» **What is required**: Reproduce every record below exactly, with the pictures left out.
=== Section Start ===
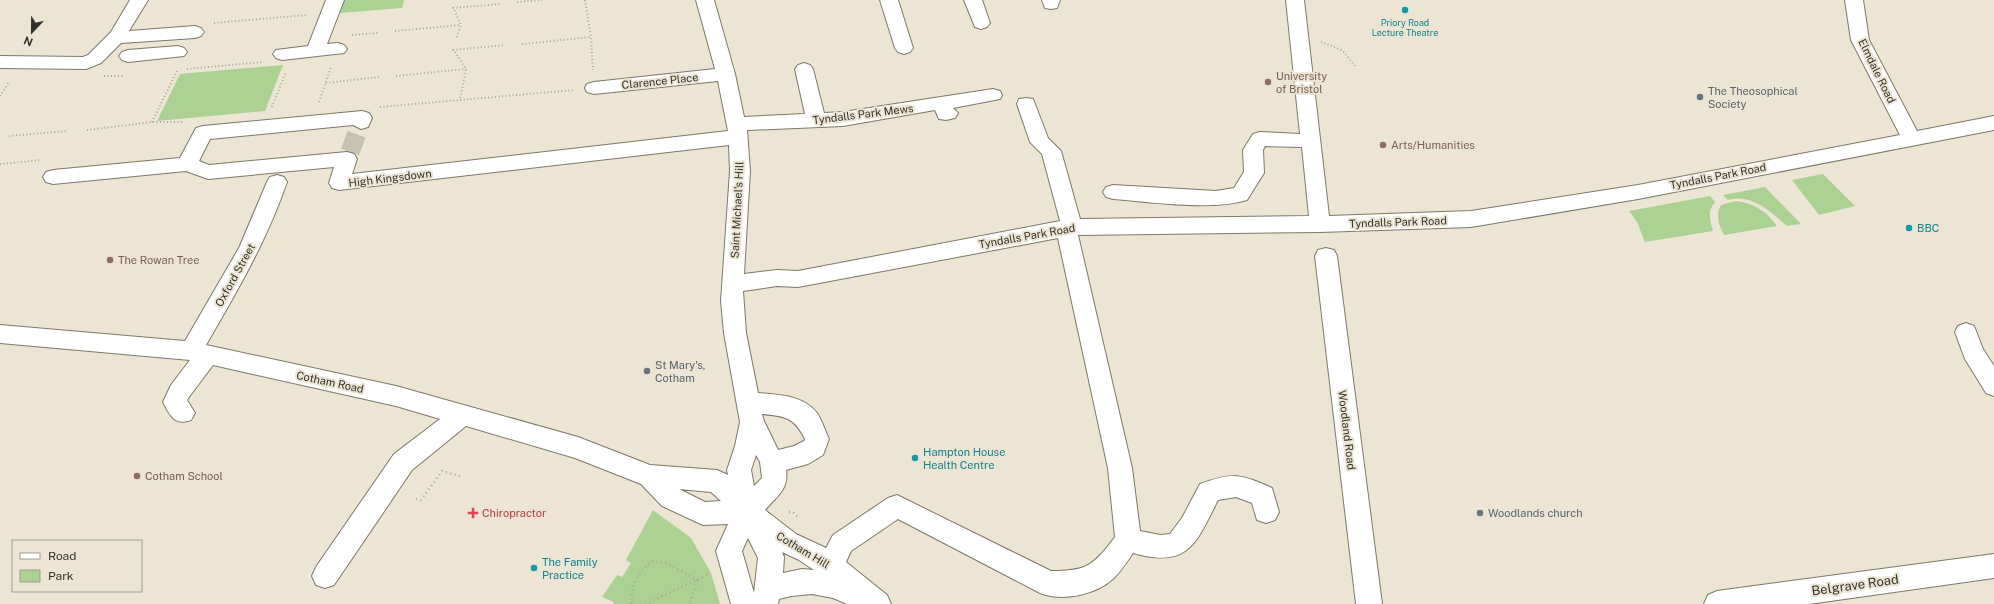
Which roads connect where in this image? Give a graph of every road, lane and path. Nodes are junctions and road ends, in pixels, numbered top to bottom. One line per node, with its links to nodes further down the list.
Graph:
1 (140, 0): 17 (street)
2 (542, 0): 9 (path)
3 (585, 0): 18 (path)
4 (705, 0): 38 (street, Saint Michael's Hill)
5 (889, 0): 22 (street)
6 (973, 0): 12 (street)
7 (1295, 0): 24 (street)
8 (1854, 0): 59 (street, Elmdale Road)
9 (517, 2)
10 (500, 4): 13 (path)
11 (332, 6): 15 (path); 25 (street)
12 (981, 23)
13 (461, 25): 14 (path); 19 (path)
14 (395, 31)
15 (195, 32): 16 (street); 36 (path)
16 (158, 35): 17 (street); 27 (street)
17 (114, 38): 30 (street)
18 (591, 38): 20 (path); 43 (path)
19 (456, 39)
20 (522, 44)
21 (505, 45): 34 (path)
22 (904, 48)
23 (338, 49): 25 (street); 42 (path)
24 (1303, 49): 33 (path); 60 (street)
25 (315, 51): 29 (street)
26 (178, 52): 27 (street)
27 (148, 55): 28 (street)
28 (128, 56)
29 (285, 60): 49 (path)
30 (95, 61): 31 (street); 39 (path)
31 (0, 62)
32 (264, 62): 36 (path)
33 (1356, 67)
34 (466, 69): 40 (path); 45 (path)
35 (804, 69): 50 (street)
36 (178, 70): 37 (path); 51 (path)
37 (170, 71)
38 (726, 74): 43 (street, Clarence Place); 57 (street, Saint Michael's Hill)
39 (126, 75)
40 (396, 76)
41 (379, 77): 42 (path)
42 (326, 82): 47 (path)
43 (594, 88): 45 (path)
44 (993, 95): 50 (street, Tyndalls Park Mews)
45 (460, 100): 48 (path)
46 (1026, 104): 67 (street)
47 (318, 105)
48 (376, 107)
49 (271, 109)
50 (816, 120): 57 (street, Tyndalls Park Mews)
51 (152, 122): 52 (path); 55 (path)
52 (187, 122)
53 (361, 122): 61 (street)
54 (1994, 123): 59 (street, Tyndalls Park Road)
55 (87, 130)
56 (67, 131): 58 (path)
57 (737, 131): 61 (street, High Kingsdown); 70 (street, Saint Michael's Hill)
58 (9, 136)
59 (1911, 138): 66 (street, Tyndalls Park Road)
60 (1310, 141): 65 (street); 66 (street)
61 (188, 164): 62 (street, High Kingsdown)
62 (53, 177)
63 (281, 191): 73 (street, Oxford Street)
64 (1113, 192): 65 (street)
65 (1155, 193): 68 (street)
66 (1320, 224): 68 (street, Tyndalls Park Road)
67 (1069, 227): 68 (street, Tyndalls Park Road); 70 (street, Tyndalls Park Road); 84 (street)
68 (1170, 233)
69 (1326, 256): 96 (street, Woodland Road)
70 (732, 292): 75 (street, Saint Michael's Hill)
71 (1966, 332): 74 (street)
72 (0, 334): 73 (street, Cotham Road)
73 (199, 353): 76 (street, Oxford Street); 77 (street, Cotham Road)
74 (1994, 386)
75 (750, 412): 78 (street, Saint Michael's Hill); 78 (street); 82 (street, Saint Michael's Hill)
76 (182, 413)
77 (462, 415): 79 (street, Cotham Road); 88 (street)
78 (772, 462): 82 (street, Saint Michael's Hill)
79 (650, 476): 82 (street, Cotham Road); 82 (street, Cotham Road)
80 (463, 477): 81 (path)
81 (416, 499)
82 (747, 511): 85 (street); 86 (street, Cotham Hill); 90 (street)
83 (1266, 512): 84 (street)
84 (1128, 540): 86 (street)
85 (732, 562): 89 (path); 94 (street)
86 (830, 565): 95 (street, Cotham Hill)
87 (1994, 566): 97 (street, Belgrave Road)
88 (325, 576)
89 (697, 580): 91 (path); 92 (path); 93 (path)
90 (767, 598): 95 (street)
91 (631, 604)
92 (645, 604)
93 (690, 604)
94 (744, 604)
95 (876, 604)
96 (1369, 604)
97 (1716, 604)

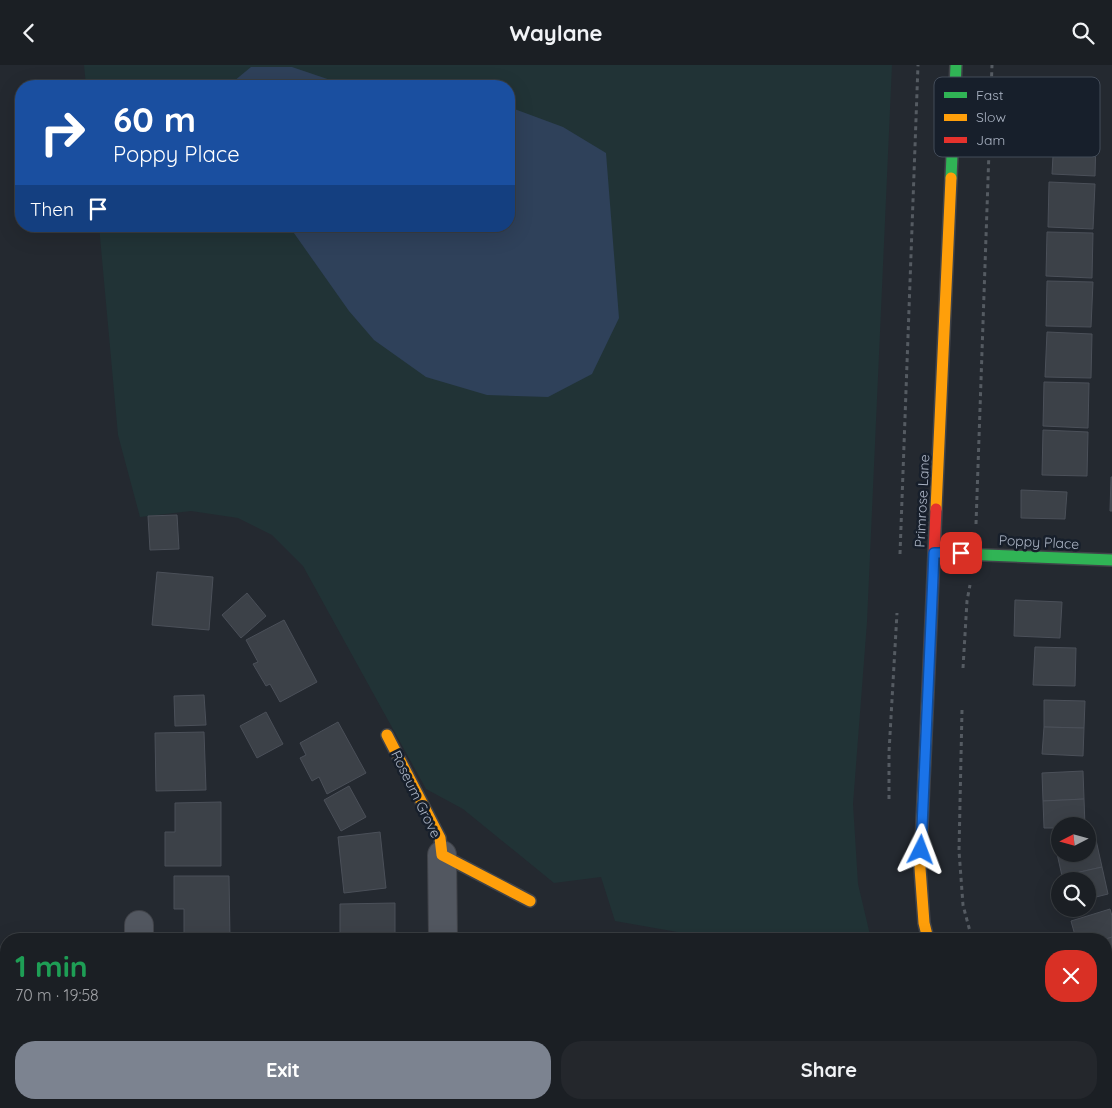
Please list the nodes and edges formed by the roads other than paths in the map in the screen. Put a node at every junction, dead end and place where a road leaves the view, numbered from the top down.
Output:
1 (952, 157) edge
2 (934, 553) junction
3 (1112, 560) edge
4 (387, 735) dead end
5 (442, 855) junction
6 (530, 901) dead end
7 (443, 933) edge
8 (926, 933) edge

1 - 2 street, Primrose Lane
2 - 3 street, Poppy Place
2 - 8 street, Primrose Lane
4 - 5 street, Roseum Grove
5 - 6 street, Roseum Grove
5 - 7 street, Roseum Grove

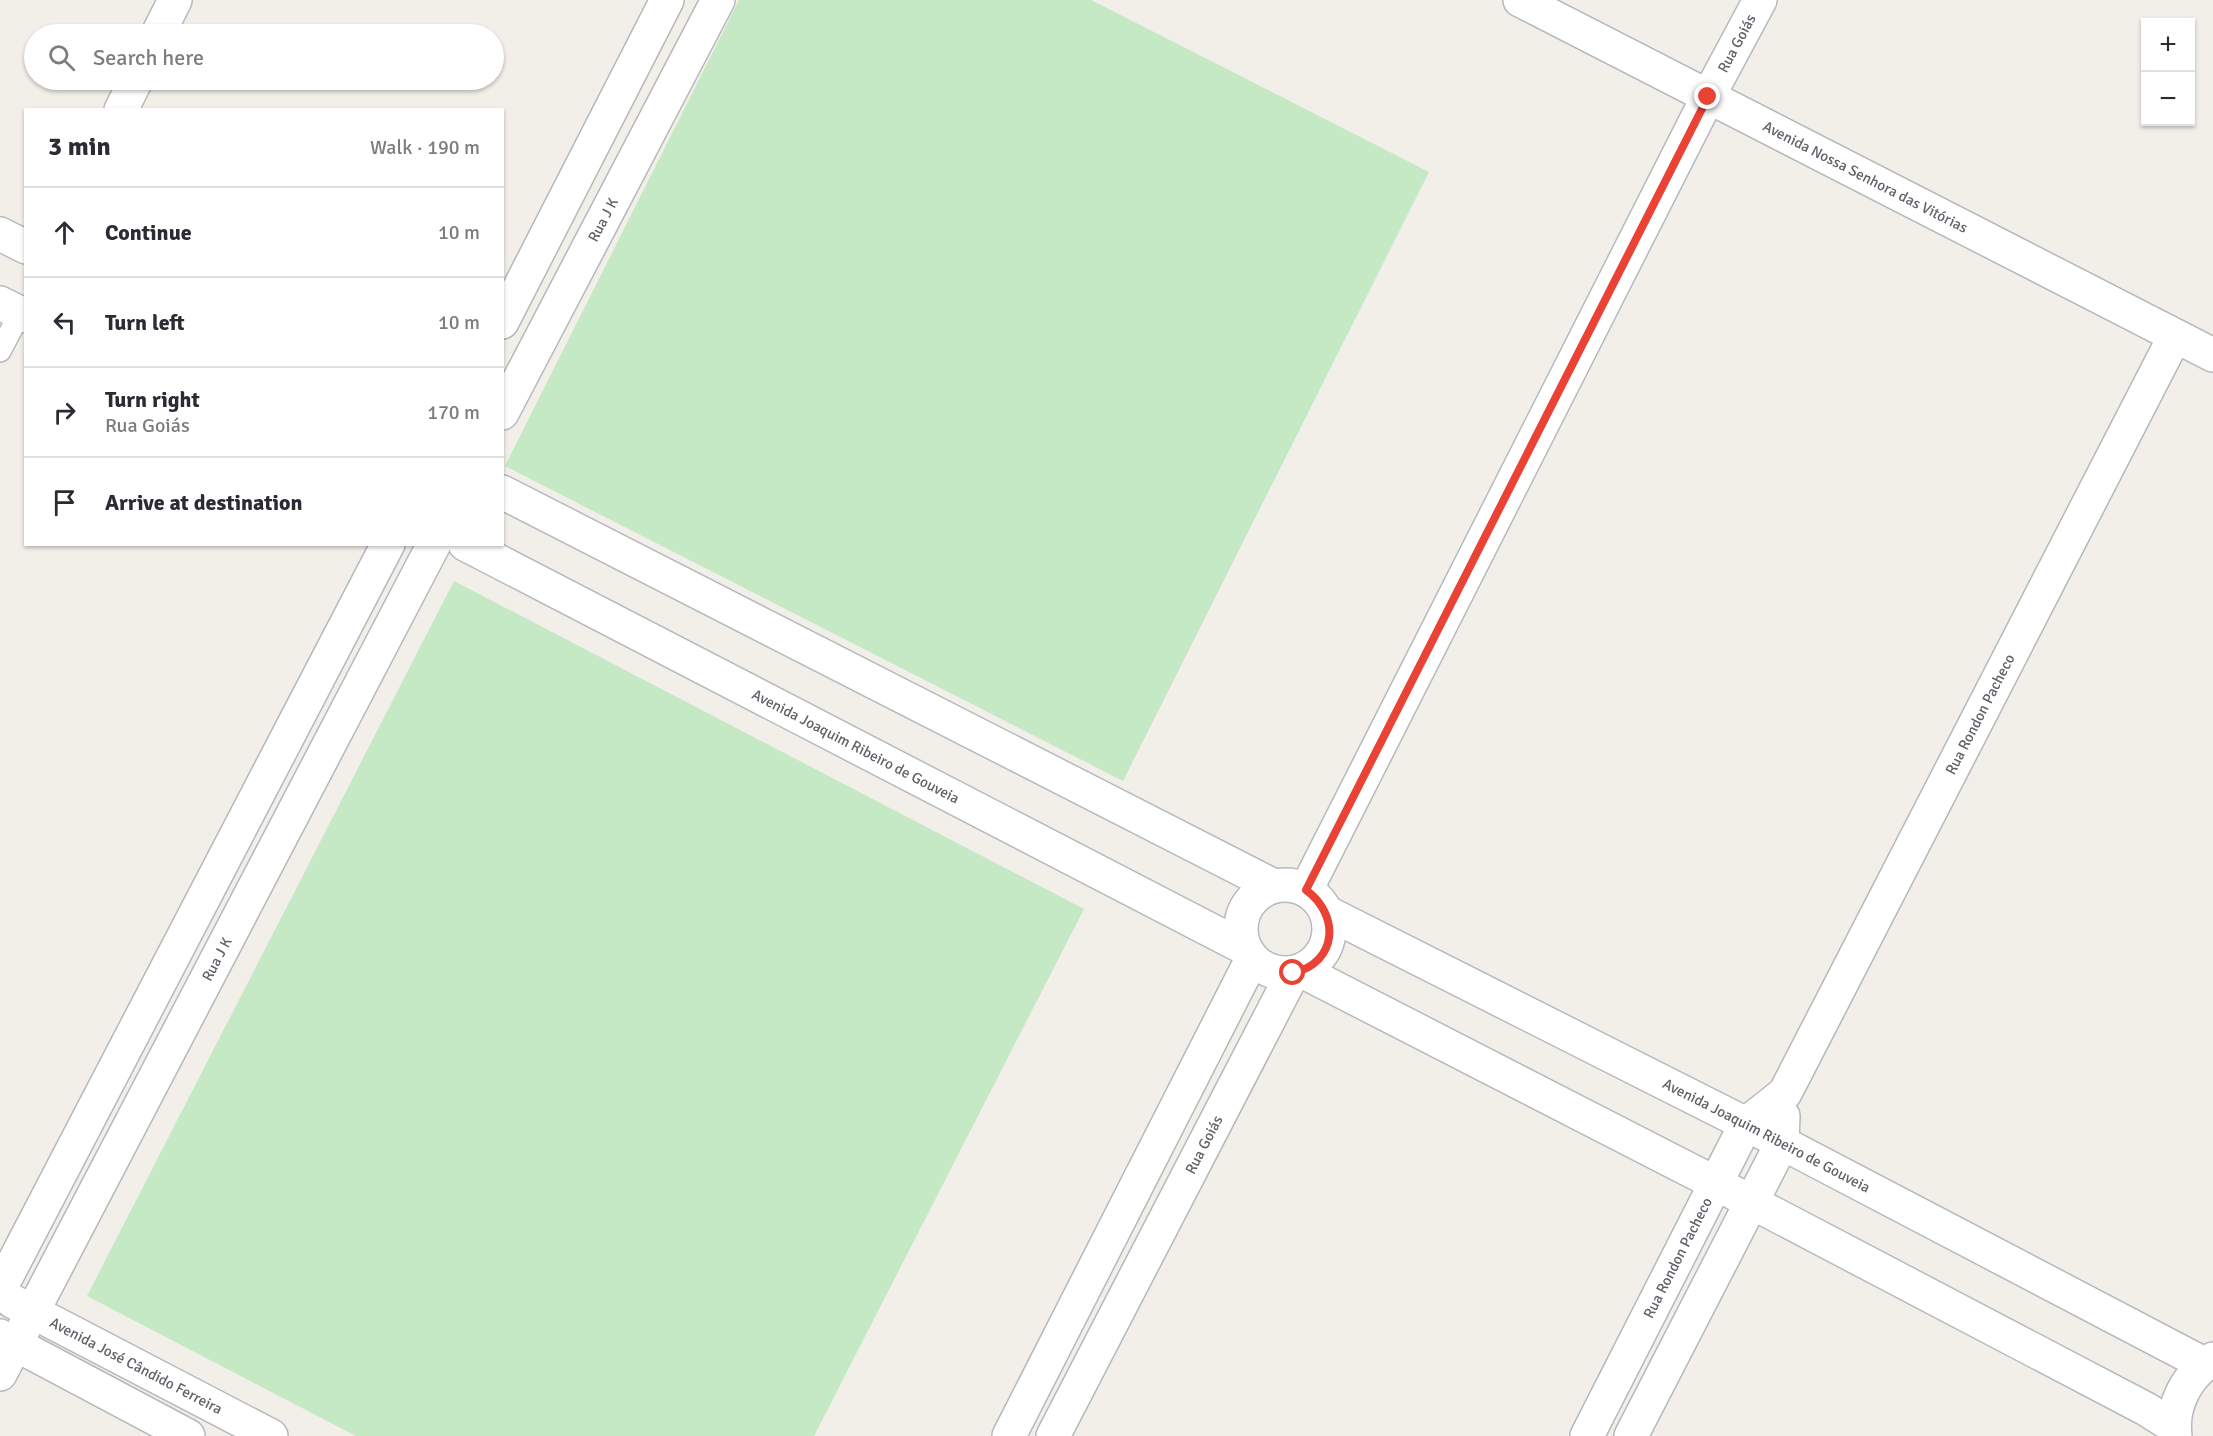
=== Section End ===
» **Finished task**:
Which roads connect where in this image? Give a graph of every road, lane and path. Nodes are junctions and road ends, in pixels, numbered top to bottom. One line per node, with its links to nodes further down the list.
Graph:
1 (140, 0): 17 (street)
2 (542, 0): 9 (path)
3 (585, 0): 18 (path)
4 (705, 0): 38 (street, Saint Michael's Hill)
5 (889, 0): 22 (street)
6 (973, 0): 12 (street)
7 (1295, 0): 24 (street)
8 (1854, 0): 59 (street, Elmdale Road)
9 (517, 2)
10 (500, 4): 13 (path)
11 (332, 6): 15 (path); 25 (street)
12 (981, 23)
13 (461, 25): 14 (path); 19 (path)
14 (395, 31)
15 (195, 32): 16 (street); 36 (path)
16 (158, 35): 17 (street); 27 (street)
17 (114, 38): 30 (street)
18 (591, 38): 20 (path); 43 (path)
19 (456, 39)
20 (522, 44)
21 (505, 45): 34 (path)
22 (904, 48)
23 (338, 49): 25 (street); 42 (path)
24 (1303, 49): 33 (path); 60 (street)
25 (315, 51): 29 (street)
26 (178, 52): 27 (street)
27 (148, 55): 28 (street)
28 (128, 56)
29 (285, 60): 49 (path)
30 (95, 61): 31 (street); 39 (path)
31 (0, 62)
32 (264, 62): 36 (path)
33 (1356, 67)
34 (466, 69): 40 (path); 45 (path)
35 (804, 69): 50 (street)
36 (178, 70): 37 (path); 51 (path)
37 (170, 71)
38 (726, 74): 43 (street, Clarence Place); 57 (street, Saint Michael's Hill)
39 (126, 75)
40 (396, 76)
41 (379, 77): 42 (path)
42 (326, 82): 47 (path)
43 (594, 88): 45 (path)
44 (993, 95): 50 (street, Tyndalls Park Mews)
45 (460, 100): 48 (path)
46 (1026, 104): 67 (street)
47 (318, 105)
48 (376, 107)
49 (271, 109)
50 (816, 120): 57 (street, Tyndalls Park Mews)
51 (152, 122): 52 (path); 55 (path)
52 (187, 122)
53 (361, 122): 61 (street)
54 (1994, 123): 59 (street, Tyndalls Park Road)
55 (87, 130)
56 (67, 131): 58 (path)
57 (737, 131): 61 (street, High Kingsdown); 70 (street, Saint Michael's Hill)
58 (9, 136)
59 (1911, 138): 66 (street, Tyndalls Park Road)
60 (1310, 141): 65 (street); 66 (street)
61 (188, 164): 62 (street, High Kingsdown)
62 (53, 177)
63 (281, 191): 73 (street, Oxford Street)
64 (1113, 192): 65 (street)
65 (1155, 193): 68 (street)
66 (1320, 224): 68 (street, Tyndalls Park Road)
67 (1069, 227): 68 (street, Tyndalls Park Road); 70 (street, Tyndalls Park Road); 84 (street)
68 (1170, 233)
69 (1326, 256): 96 (street, Woodland Road)
70 (732, 292): 75 (street, Saint Michael's Hill)
71 (1966, 332): 74 (street)
72 (0, 334): 73 (street, Cotham Road)
73 (199, 353): 76 (street, Oxford Street); 77 (street, Cotham Road)
74 (1994, 386)
75 (750, 412): 78 (street, Saint Michael's Hill); 78 (street); 82 (street, Saint Michael's Hill)
76 (182, 413)
77 (462, 415): 79 (street, Cotham Road); 88 (street)
78 (772, 462): 82 (street, Saint Michael's Hill)
79 (650, 476): 82 (street, Cotham Road); 82 (street, Cotham Road)
80 (463, 477): 81 (path)
81 (416, 499)
82 (747, 511): 85 (street); 86 (street, Cotham Hill); 90 (street)
83 (1266, 512): 84 (street)
84 (1128, 540): 86 (street)
85 (732, 562): 89 (path); 94 (street)
86 (830, 565): 95 (street, Cotham Hill)
87 (1994, 566): 97 (street, Belgrave Road)
88 (325, 576)
89 (697, 580): 91 (path); 92 (path); 93 (path)
90 (767, 598): 95 (street)
91 (631, 604)
92 (645, 604)
93 (690, 604)
94 (744, 604)
95 (876, 604)
96 (1369, 604)
97 (1716, 604)

Please list the nodes and edges formed by the roads other than paths in the map in the screen. Put a node at every junction, dead end and place where a road leaves the view, numbered from the top down.
Output:
1 (952, 157) edge
2 (934, 553) junction
3 (1112, 560) edge
4 (387, 735) dead end
5 (442, 855) junction
6 (530, 901) dead end
7 (443, 933) edge
8 (926, 933) edge

1 - 2 street, Primrose Lane
2 - 3 street, Poppy Place
2 - 8 street, Primrose Lane
4 - 5 street, Roseum Grove
5 - 6 street, Roseum Grove
5 - 7 street, Roseum Grove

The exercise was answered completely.